Shareholder Proposal to Elect Each Director Annually

✓ FOR
Filed by:John CheveddenIndividual ActivistGovernance
credible governance activist filerannual elections is mainstream governance best practicecompany has already proposed declassification in proposal 5

John Chevedden is a well-known individual governance activist with a strong track record of submitting substantive governance proposals, and annual director elections are a mainstream best-practice governance improvement that clearly benefits shareholders by increasing board accountability. The board itself has acknowledged this by bringing its own declassification proposal (Proposal 5) to a vote at this same meeting, rendering the conflict between management and this shareholder proposal largely moot.
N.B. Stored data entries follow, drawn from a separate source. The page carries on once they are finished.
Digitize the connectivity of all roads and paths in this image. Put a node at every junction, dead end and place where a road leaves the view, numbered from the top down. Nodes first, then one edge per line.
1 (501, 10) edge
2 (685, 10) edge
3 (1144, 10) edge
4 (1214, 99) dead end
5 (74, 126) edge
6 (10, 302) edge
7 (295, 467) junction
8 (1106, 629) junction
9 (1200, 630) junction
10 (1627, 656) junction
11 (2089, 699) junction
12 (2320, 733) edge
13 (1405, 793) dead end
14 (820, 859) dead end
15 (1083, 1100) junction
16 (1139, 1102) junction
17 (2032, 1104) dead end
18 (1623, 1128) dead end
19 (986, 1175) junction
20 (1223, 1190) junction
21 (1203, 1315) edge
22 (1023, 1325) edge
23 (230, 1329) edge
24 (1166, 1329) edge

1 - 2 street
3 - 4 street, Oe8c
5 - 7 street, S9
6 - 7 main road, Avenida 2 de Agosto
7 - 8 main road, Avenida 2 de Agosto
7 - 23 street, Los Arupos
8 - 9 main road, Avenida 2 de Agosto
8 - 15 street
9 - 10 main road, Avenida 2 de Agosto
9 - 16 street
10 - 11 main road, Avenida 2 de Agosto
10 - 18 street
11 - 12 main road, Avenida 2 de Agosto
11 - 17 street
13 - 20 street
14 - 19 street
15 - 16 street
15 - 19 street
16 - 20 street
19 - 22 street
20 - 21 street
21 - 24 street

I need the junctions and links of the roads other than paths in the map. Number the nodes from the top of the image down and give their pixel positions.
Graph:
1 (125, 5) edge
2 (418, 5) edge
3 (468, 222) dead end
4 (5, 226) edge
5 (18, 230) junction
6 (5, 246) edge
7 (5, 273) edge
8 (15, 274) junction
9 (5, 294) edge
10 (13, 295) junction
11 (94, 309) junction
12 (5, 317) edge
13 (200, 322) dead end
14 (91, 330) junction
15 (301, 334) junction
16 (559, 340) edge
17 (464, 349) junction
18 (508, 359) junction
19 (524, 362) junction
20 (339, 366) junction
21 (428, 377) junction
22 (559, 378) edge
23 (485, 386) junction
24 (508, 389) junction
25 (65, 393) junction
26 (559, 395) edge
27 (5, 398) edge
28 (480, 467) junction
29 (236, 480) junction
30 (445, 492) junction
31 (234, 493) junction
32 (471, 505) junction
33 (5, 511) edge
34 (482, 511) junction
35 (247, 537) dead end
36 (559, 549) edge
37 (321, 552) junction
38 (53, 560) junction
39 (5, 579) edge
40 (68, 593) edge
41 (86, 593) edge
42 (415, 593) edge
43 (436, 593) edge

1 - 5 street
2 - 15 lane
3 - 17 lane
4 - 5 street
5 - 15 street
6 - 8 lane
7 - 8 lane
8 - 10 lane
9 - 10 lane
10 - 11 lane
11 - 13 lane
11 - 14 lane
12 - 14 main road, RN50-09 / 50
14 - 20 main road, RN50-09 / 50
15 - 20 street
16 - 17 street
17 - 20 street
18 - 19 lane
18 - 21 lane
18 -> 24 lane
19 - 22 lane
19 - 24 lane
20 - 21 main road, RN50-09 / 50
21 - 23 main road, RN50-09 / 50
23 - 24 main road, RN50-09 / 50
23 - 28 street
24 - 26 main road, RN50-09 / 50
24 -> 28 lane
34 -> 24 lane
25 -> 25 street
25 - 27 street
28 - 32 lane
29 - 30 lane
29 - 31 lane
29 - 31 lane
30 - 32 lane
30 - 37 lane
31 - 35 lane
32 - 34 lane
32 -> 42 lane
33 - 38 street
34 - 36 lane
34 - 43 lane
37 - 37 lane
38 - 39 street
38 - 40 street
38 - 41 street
A vote FOR this advisory proposal reinforces the signal that shareholders want full annual elections and supports the board's own declassification initiative, even though Proposal 5 is the binding mechanism that will actually effect the change.

Overall Assessment

The 2026 FBIN ballot includes six proposals across director elections, auditor ratification, say on pay, two board-proposed governance improvements, and a shareholder proposal on declassification; the most significant governance actions are the board's own proposals to eliminate supermajority voting and declassify the board, both of which warrant support, while two of the three director nominees (Mackay and Pugliese) warrant AGAINST votes due to FBIN's severe stock underperformance of -93.6 percentage points versus the XLI sector ETF over three years. The Say on Pay vote warrants support given strong pay-mix design and a prior year approval rate of 87%, with realized pay already reduced significantly by below-target performance against the company's own incentive metrics.